Questa migrazione ci fa soffrire perché si vanno a trovare tante difficoltà, in
alcuni Paesi come gli Stati Uniti crescono le barriere per fermarli: poi c’è
anche stata una legge, recentemente introdotta dal Congresso americano e approvata,
che aspetta l’approvazione del Senato, che dichiara l’immigrazione illegale
come un crimine e questo veramente ci preoccupa moltissimo.
D. –
La Chiesa come si inserisce in questa realtà?
R. –
Attraverso la Buona novella del Vangelo vogliamo fare un’evangelizzazione che
sia ben radicata nella vita della popolazione latino-americana.
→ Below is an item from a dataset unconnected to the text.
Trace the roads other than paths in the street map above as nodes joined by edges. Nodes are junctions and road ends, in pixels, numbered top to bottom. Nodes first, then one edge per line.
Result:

Un’evangelizzazione nuova che possa far scoprire nella Parola di Dio la luce
per camminare nelle tenebre delle difficoltà, dei problemi della povertà. Poi
essendo vicino ai popoli, per essere la voce di quelli che non hanno voce, per
aiutare soprattutto quelli che soffrono.
D. –
Di cosa necessita oggi la Chiesa in America latina e nell’Honduras in particolare?
R. –
Certamente una delle cose di cui abbiamo più bisogno sono i sacerdoti. Nel ‘78,
quando io sono stato nominato vescovo ausiliare, avevamo soltanto 190 sacerdoti
per tutto il Paese, adesso siamo più di 400 e continuiamo a crescere con grande
giubilo e con grande gioia. Però ne mancano ancora moltissimi, abbiamo ancora
parrocchie che qui in Italia sarebbero diocesi, a volte con centomila abitanti.
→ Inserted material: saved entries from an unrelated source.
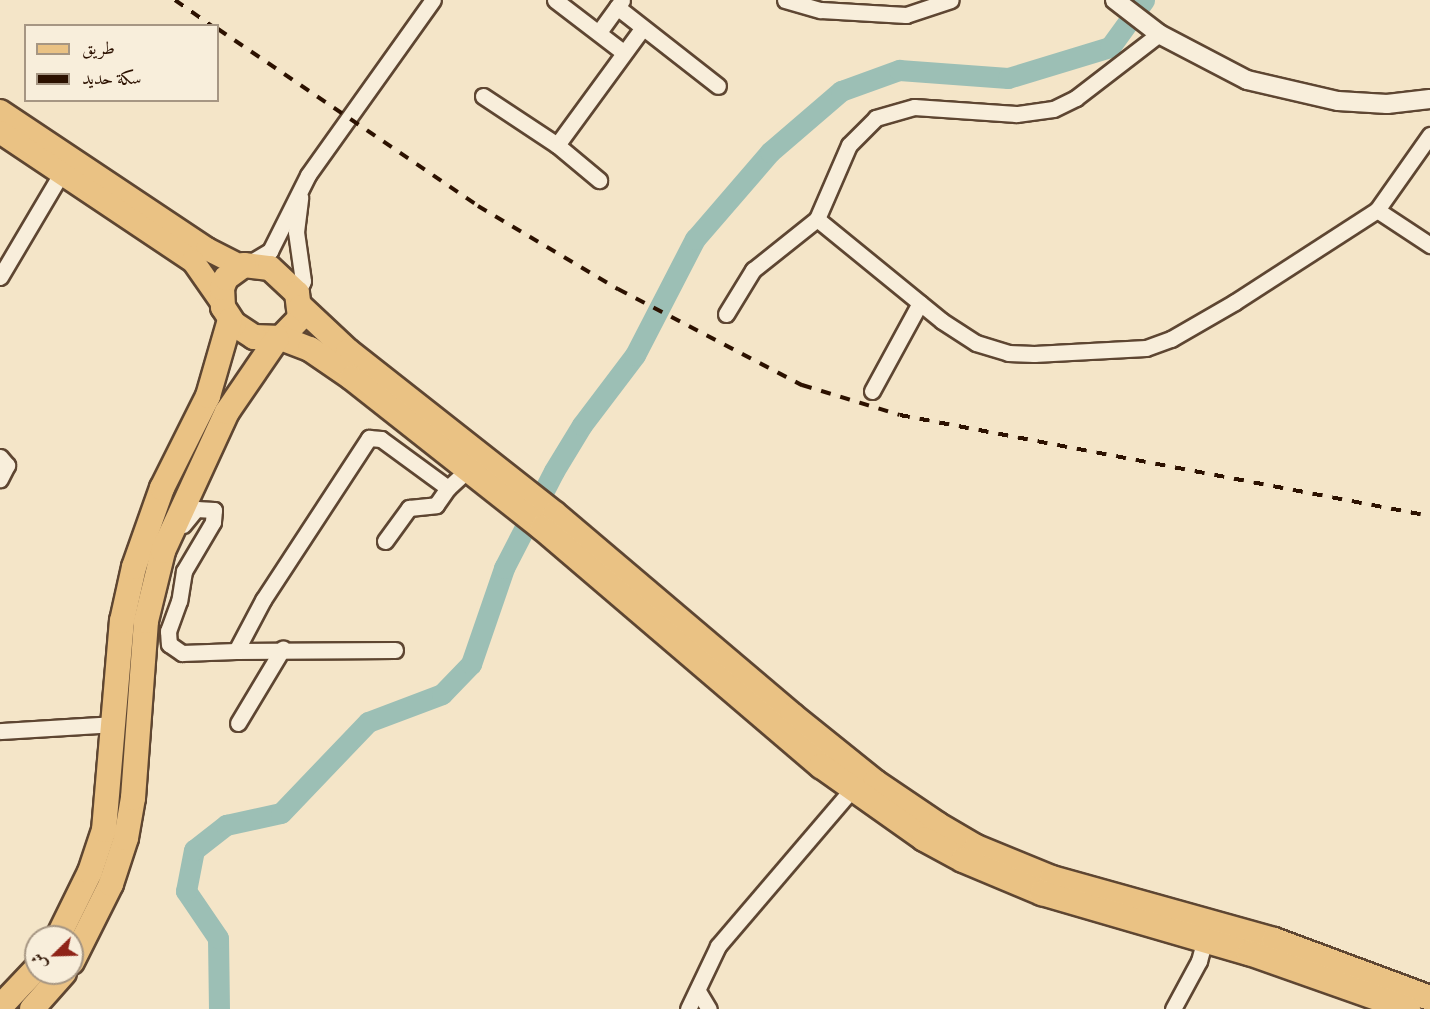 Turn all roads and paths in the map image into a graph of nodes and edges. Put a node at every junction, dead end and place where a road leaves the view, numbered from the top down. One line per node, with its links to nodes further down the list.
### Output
1 (433, 0): 20 (street)
2 (555, 0): 9 (street)
3 (785, 0): 4 (street)
4 (951, 0)
5 (1120, 3): 8 (street)
6 (619, 4): 7 (street); 9 (street)
7 (642, 29): 10 (street); 11 (street)
8 (1154, 29): 13 (street); 22 (street)
9 (599, 32): 10 (street)
10 (622, 52): 17 (street)
11 (718, 86)
12 (483, 96): 17 (street)
13 (1430, 99)
14 (0, 111): 24 (main road)
15 (0, 132): 18 (main road)
16 (1430, 135): 21 (street)
17 (557, 145): 19 (street)
18 (62, 172): 25 (street); 28 (main road)
19 (599, 180)
20 (301, 188): 24 (street); 26 (street)
21 (1377, 210): 23 (street); 27 (street)
22 (817, 219): 27 (street); 29 (street)
23 (1430, 245)
24 (242, 266): 26 (highway); 28 (highway)
25 (0, 277)
26 (299, 300): 30 (highway); 36 (highway)
27 (920, 303): 31 (street)
28 (226, 311): 30 (highway); 43 (highway)
29 (726, 314)
30 (279, 338): 33 (highway); 38 (highway)
31 (872, 391)
32 (0, 457): 34 (street)
33 (466, 471): 35 (street); 36 (highway)
34 (0, 479)
35 (448, 488): 37 (street); 41 (street)
36 (522, 500): 45 (highway)
37 (385, 541)
38 (163, 551): 41 (street); 48 (highway)
39 (283, 648): 40 (street); 41 (street); 42 (street)
40 (395, 650)
41 (236, 651)
42 (238, 723)
43 (116, 724): 44 (street); 46 (highway)
44 (0, 731)
45 (859, 781): 47 (highway); 51 (street)
46 (64, 925)
47 (1207, 931): 52 (highway); 57 (street); 58 (highway)
48 (84, 938)
49 (24, 982): 53 (highway)
50 (53, 985): 54 (highway)
51 (698, 991): 55 (street); 56 (street)
52 (1430, 998)
53 (0, 1007)
54 (32, 1009)
55 (688, 1009)
56 (709, 1009)
57 (1173, 1009)
58 (1408, 1009)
La missione ci interpella sempre e poi è cresciuto un laicato che collabora
moltissimo, lavora, e la grande sfida è far sì che questi laici possano anche
influire nella cultura, nella vita politica e in quella economica, per arrivare
ad una maggiore equità.
D. –
Che tipo di pastorale pensa per la sua Chiesa?
R. –
Noi siamo contenti che ci sia una grande risposta e per questo dobbiamo incrementare
soprattutto la pastorale biblica. Vuol dire, sull’esempio della lectio divina,
come far crescere questo interesse per la parola di Dio e come rendere viva la
Parola di Dio.
D. –
Per risolvere i problemi più pressanti di cosa c’è bisogno nell’America Latina?
R. –
C’è bisogno che questi trattati di libero commercio siano veramente liberi, che
ci sia nell’Organizzazione Mondiale del Commercio più sincerità per affrontare i veri problemi. Non si può
continuare con protezionismi, non si può continuare con sussidi per i prodotti
e vedere nell’Unione Europea una mucca con due dollari al giorno di sussidio,
nel Giappone sono sette dollari, e ci sono più di un miliardo di persone che vivono con meno di un dollaro
al giorno. Questa veramente non è giustizia.
D. –
Lei ha sottolineato l’esigenza di una formazione per i laici e soprattutto per
quanti intraprendono poi la carriera politica…
R. –
Questo è difficile perché bisogna incominciare dalla gioventù e per questo è importante
il Compendio della dottrina sociale della Chiesa. E’ stato pubblicato
finalmente l’anno scorso in spagnolo, la diffusione è stata grandissima. Noi
pastori facciamo riunioni, per esempio con quanti sono nei partiti, per farli riflettere
sul Compendio e devo dire che la gente si interessa. Poi nell’Università
cattolica abbiamo introdotto una Cattedra di scienze politiche, non soltanto
per insegnare teorie politiche, ma per fare della scienza una vita che si
preoccupi del bene comune.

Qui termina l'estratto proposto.